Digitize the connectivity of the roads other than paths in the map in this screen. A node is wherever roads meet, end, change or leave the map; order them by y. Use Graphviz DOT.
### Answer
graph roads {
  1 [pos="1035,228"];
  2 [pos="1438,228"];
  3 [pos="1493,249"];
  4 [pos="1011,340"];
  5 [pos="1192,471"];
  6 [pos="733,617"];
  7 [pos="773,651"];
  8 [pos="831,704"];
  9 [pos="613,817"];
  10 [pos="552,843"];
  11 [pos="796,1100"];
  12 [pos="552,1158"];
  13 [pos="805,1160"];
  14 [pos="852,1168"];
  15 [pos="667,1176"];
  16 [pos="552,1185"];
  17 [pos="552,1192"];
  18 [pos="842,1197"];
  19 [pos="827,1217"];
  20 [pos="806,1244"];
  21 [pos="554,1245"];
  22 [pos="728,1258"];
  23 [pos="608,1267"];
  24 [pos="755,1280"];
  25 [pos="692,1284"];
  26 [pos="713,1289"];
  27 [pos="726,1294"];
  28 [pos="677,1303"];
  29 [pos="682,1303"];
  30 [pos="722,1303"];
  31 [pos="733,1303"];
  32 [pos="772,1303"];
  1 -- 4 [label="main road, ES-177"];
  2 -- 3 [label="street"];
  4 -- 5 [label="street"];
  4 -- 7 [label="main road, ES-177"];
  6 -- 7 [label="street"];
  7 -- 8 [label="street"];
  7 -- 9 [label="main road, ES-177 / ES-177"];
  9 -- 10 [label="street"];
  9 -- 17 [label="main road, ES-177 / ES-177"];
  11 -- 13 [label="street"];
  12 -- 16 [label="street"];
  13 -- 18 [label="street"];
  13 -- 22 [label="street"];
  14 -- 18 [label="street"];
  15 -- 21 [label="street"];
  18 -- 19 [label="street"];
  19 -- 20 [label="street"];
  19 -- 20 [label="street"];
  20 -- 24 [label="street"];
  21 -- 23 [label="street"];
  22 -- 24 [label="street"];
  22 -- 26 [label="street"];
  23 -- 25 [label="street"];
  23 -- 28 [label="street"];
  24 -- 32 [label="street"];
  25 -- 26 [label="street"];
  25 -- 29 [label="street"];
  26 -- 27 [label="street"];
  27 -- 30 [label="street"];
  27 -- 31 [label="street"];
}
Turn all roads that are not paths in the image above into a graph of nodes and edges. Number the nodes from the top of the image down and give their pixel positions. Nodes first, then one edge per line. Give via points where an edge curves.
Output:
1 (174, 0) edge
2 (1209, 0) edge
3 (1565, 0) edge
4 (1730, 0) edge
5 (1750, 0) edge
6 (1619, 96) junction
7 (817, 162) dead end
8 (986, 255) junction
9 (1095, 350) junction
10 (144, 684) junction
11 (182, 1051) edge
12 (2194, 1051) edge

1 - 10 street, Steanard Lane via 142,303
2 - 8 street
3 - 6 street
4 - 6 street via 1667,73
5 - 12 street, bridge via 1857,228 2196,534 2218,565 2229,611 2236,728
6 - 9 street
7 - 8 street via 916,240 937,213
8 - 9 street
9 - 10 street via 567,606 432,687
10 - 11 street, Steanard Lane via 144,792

···

◆ Try it:
Return all lines of the material that have "paths" in them.

◆ Solution:
Digitize the connectivity of the roads other than paths in the map in this screen. A node is wherever roads meet, end, change or leave the map; order them by y. Use Graphviz DOT.
Turn all roads that are not paths in the image above into a graph of nodes and edges. Number the nodes from the top of the image down and give their pixel positions. Nodes first, then one edge per line. Give via points where an edge curves.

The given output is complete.